The response should be an exact copy of the records, with the pictures removed.

[Given records Boundary: Start]

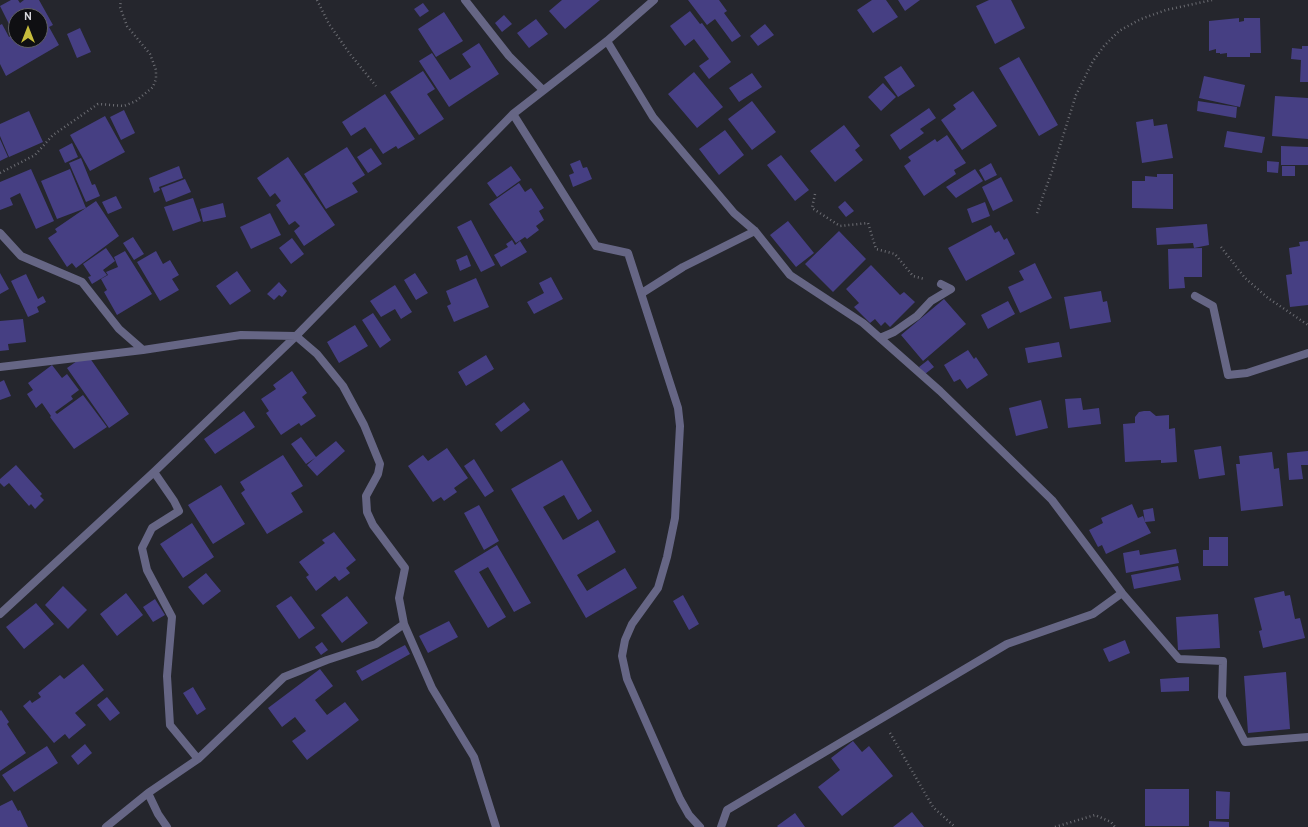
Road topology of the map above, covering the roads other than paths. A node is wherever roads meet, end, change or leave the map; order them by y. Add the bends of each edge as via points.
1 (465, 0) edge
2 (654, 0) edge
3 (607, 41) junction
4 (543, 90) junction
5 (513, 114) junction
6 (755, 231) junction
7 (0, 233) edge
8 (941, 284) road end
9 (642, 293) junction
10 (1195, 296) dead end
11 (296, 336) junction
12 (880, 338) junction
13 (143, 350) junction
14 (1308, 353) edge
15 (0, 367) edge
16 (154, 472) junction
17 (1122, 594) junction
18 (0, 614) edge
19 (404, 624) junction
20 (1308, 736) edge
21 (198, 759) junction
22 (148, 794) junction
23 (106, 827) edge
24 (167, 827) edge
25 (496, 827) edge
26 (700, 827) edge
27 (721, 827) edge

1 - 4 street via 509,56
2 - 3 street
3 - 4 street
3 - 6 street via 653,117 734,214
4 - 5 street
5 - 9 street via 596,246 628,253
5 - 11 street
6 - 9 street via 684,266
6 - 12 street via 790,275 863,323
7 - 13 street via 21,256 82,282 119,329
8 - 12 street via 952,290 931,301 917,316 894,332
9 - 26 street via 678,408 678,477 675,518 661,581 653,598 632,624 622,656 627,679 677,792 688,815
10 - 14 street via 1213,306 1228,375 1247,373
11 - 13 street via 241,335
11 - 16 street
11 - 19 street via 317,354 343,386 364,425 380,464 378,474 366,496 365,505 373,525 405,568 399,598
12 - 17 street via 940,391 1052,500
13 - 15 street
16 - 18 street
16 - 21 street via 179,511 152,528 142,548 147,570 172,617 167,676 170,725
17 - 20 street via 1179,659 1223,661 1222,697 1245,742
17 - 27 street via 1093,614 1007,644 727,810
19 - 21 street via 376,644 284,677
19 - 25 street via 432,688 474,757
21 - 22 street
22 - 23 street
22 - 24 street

[Given records Boundary: End]

The answer:
Road topology of the map above, covering the roads other than paths. A node is wherever roads meet, end, change or leave the map; order them by y. Add the bends of each edge as via points.
1 (465, 0) edge
2 (654, 0) edge
3 (607, 41) junction
4 (543, 90) junction
5 (513, 114) junction
6 (755, 231) junction
7 (0, 233) edge
8 (941, 284) road end
9 (642, 293) junction
10 (1195, 296) dead end
11 (296, 336) junction
12 (880, 338) junction
13 (143, 350) junction
14 (1308, 353) edge
15 (0, 367) edge
16 (154, 472) junction
17 (1122, 594) junction
18 (0, 614) edge
19 (404, 624) junction
20 (1308, 736) edge
21 (198, 759) junction
22 (148, 794) junction
23 (106, 827) edge
24 (167, 827) edge
25 (496, 827) edge
26 (700, 827) edge
27 (721, 827) edge

1 - 4 street via 509,56
2 - 3 street
3 - 4 street
3 - 6 street via 653,117 734,214
4 - 5 street
5 - 9 street via 596,246 628,253
5 - 11 street
6 - 9 street via 684,266
6 - 12 street via 790,275 863,323
7 - 13 street via 21,256 82,282 119,329
8 - 12 street via 952,290 931,301 917,316 894,332
9 - 26 street via 678,408 678,477 675,518 661,581 653,598 632,624 622,656 627,679 677,792 688,815
10 - 14 street via 1213,306 1228,375 1247,373
11 - 13 street via 241,335
11 - 16 street
11 - 19 street via 317,354 343,386 364,425 380,464 378,474 366,496 365,505 373,525 405,568 399,598
12 - 17 street via 940,391 1052,500
13 - 15 street
16 - 18 street
16 - 21 street via 179,511 152,528 142,548 147,570 172,617 167,676 170,725
17 - 20 street via 1179,659 1223,661 1222,697 1245,742
17 - 27 street via 1093,614 1007,644 727,810
19 - 21 street via 376,644 284,677
19 - 25 street via 432,688 474,757
21 - 22 street
22 - 23 street
22 - 24 street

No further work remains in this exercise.